Categories AI

Google’s AI Tool Predicts Flash Floods 24 Hours Ahead

Overview

  • Google has created the most extensive flash flood dataset to date by utilizing Gemini to analyze two decades’ worth of global news articles.
  • This dataset now supports an AI model that can forecast urban flash floods up to 24 hours in advance.
  • The initiative addresses a significant data deficiency that has hindered effective flash flood predictions for years.

Flash floods claim the lives of thousands each year, often striking suddenly and severely impacting urban areas. For many years, scientists lacked sufficient data to detect these events in advance, which hampered their ability to develop predictive models.

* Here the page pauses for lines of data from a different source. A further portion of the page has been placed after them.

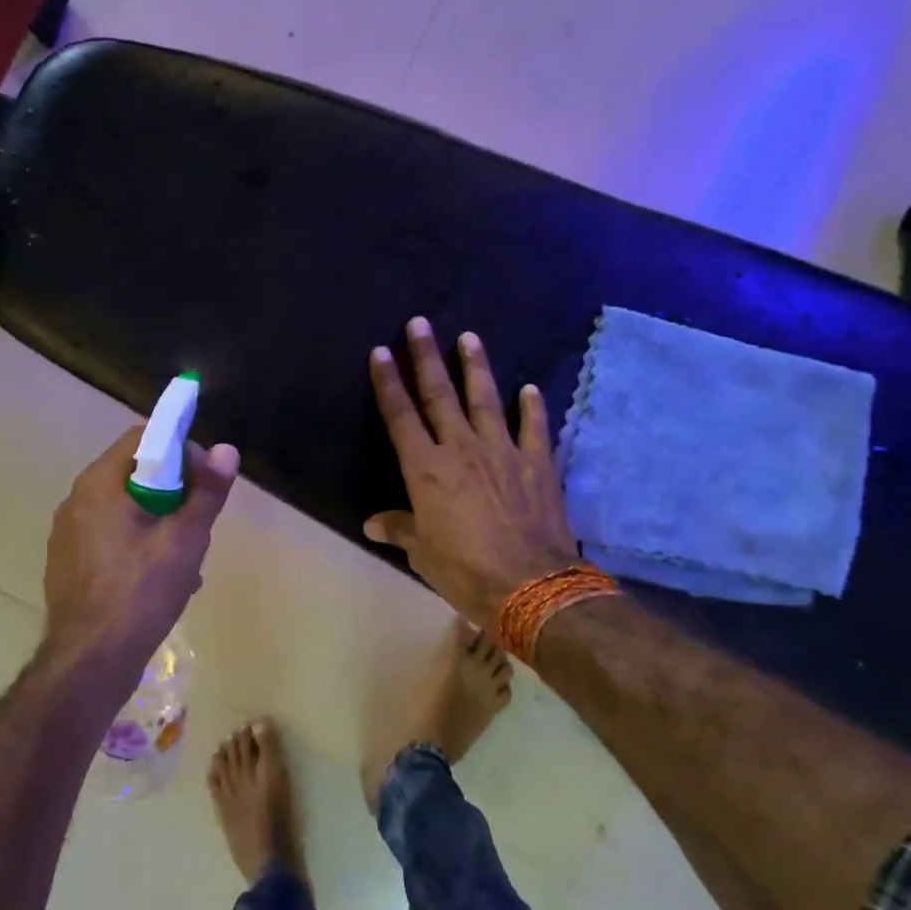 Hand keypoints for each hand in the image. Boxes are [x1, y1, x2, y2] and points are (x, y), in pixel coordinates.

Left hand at [42, 427, 241, 685]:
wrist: (90, 661)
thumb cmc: (141, 593)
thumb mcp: (185, 540)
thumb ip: (207, 492)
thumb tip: (226, 449)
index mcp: (99, 484)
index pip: (143, 438)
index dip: (181, 450)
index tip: (204, 480)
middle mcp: (76, 501)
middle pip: (135, 475)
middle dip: (174, 492)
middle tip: (198, 522)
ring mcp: (68, 535)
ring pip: (125, 509)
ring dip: (159, 522)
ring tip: (186, 559)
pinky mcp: (68, 564)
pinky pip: (110, 538)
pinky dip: (138, 545)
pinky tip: (160, 580)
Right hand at [365, 318, 578, 629]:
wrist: (531, 586)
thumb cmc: (464, 571)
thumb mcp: (422, 553)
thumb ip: (400, 529)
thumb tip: (372, 523)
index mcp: (426, 469)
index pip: (400, 417)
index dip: (388, 383)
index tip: (381, 352)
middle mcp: (461, 449)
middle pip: (439, 395)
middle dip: (427, 357)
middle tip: (420, 323)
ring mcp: (503, 452)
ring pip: (485, 400)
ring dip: (475, 367)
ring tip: (469, 337)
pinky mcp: (537, 464)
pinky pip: (533, 427)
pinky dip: (532, 406)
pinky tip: (529, 387)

On Thursday, Google announced it has found a solution by leveraging news reports.

The tech giant introduced Groundsource, a system that employs Gemini AI to sift through millions of news articles published since 2000, extracting references to flood occurrences and associating each with specific locations and dates. This effort has yielded a dataset comprising 2.6 million historical flash flood events across more than 150 countries, now available for public access.

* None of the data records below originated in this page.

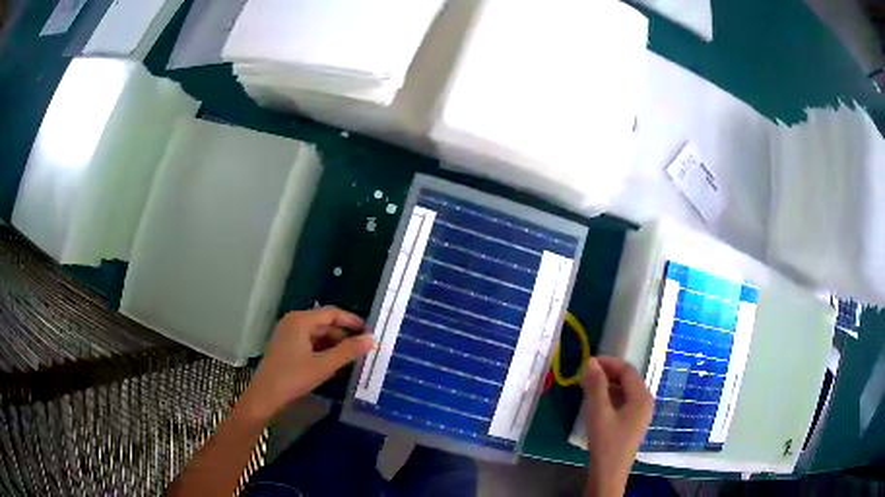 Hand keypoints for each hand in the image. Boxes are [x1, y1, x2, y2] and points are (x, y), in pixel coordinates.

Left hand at [237, 307, 373, 422]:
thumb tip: (371, 338)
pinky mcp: (286, 347)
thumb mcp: (324, 365)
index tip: (369, 331)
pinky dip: (323, 350)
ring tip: (352, 357)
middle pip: (324, 323)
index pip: (332, 313)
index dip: (352, 320)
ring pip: (317, 334)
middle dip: (344, 334)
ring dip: (335, 344)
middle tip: (363, 347)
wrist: (265, 396)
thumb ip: (348, 351)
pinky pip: (309, 343)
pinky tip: (334, 363)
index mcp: (301, 320)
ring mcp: (288, 334)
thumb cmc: (293, 377)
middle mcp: (293, 322)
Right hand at [581, 356, 652, 496]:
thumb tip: (590, 361)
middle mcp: (645, 401)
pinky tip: (596, 403)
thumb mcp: (599, 412)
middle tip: (585, 374)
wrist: (609, 474)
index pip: (626, 370)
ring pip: (625, 391)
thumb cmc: (606, 442)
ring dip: (608, 385)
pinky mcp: (633, 423)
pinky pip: (624, 402)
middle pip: (628, 379)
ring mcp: (641, 414)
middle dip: (607, 373)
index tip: (587, 363)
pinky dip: (610, 397)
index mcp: (642, 396)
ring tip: (588, 387)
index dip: (608, 363)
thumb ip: (596, 385)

This dataset was subsequently used to train a new AI model capable of predicting the likelihood of flash flooding in urban areas within the next 24 hours. These forecasts are now accessible through Google’s Flood Hub, which already provides warnings to approximately 2 billion people about river-related flooding globally.

The challenge that Groundsource addresses is fundamentally straightforward. Unlike rivers, which have physical gauges that monitor water levels, urban areas lack similar infrastructure for real-time flood monitoring. When heavy rainfall occurs, it can lead to swift flooding that overwhelms drainage systems, making it difficult to track with conventional tools.

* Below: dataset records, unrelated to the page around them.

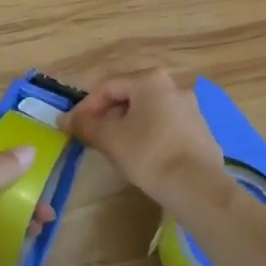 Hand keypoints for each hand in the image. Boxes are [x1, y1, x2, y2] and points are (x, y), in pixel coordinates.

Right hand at [62, 69, 226, 211]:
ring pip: (148, 112)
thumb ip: (85, 125)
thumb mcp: (110, 139)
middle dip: (107, 116)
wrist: (197, 186)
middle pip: (129, 97)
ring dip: (127, 126)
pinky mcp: (200, 130)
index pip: (107, 87)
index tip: (72, 127)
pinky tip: (142, 157)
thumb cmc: (148, 154)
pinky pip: (165, 126)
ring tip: (115, 149)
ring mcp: (190, 108)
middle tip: (93, 138)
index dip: (85, 107)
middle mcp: (173, 86)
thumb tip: (65, 119)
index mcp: (150, 80)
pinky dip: (148, 136)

Without adequate historical data, it becomes impossible to train an AI model to recognize flooding patterns. Google’s solution was to treat news articles as a substitute for those missing sensors.

“Transforming public information into actionable data allows us to do more than analyze history; it helps us create a future where natural disasters don’t take people by surprise,” Google stated.

Source: Google

After removing ads, navigation elements, duplicates, and translating foreign language articles into English, the team transformed millions of unstructured text descriptions into precise, geolocated time-series data.

The AI model, which employs an LSTM (Long Short-Term Memory) neural network, analyzes hourly weather forecasts along with local conditions such as urban density, soil absorption rates, and topography to generate a straightforward output: medium or high flood risk for any urban area with a population density exceeding 100 people per square kilometer within the next 24 hours.

However, the system does have limitations. It can only cover areas of about 20 square kilometers at a time, cannot predict the severity of potential flooding, and may not be effective in regions where media coverage is limited.

Nonetheless, the preliminary outcomes are promising. A regional disaster management team in Southern Africa received a Flood Hub alert during the testing phase, validated the flood occurrence, and sent a humanitarian worker to oversee the response. As pointed out by Google’s crisis resilience director, Juliet Rothenberg, “this sequence of events—from prediction in the Flood Hub to action on the ground—is precisely what Flood Hub was designed to achieve.”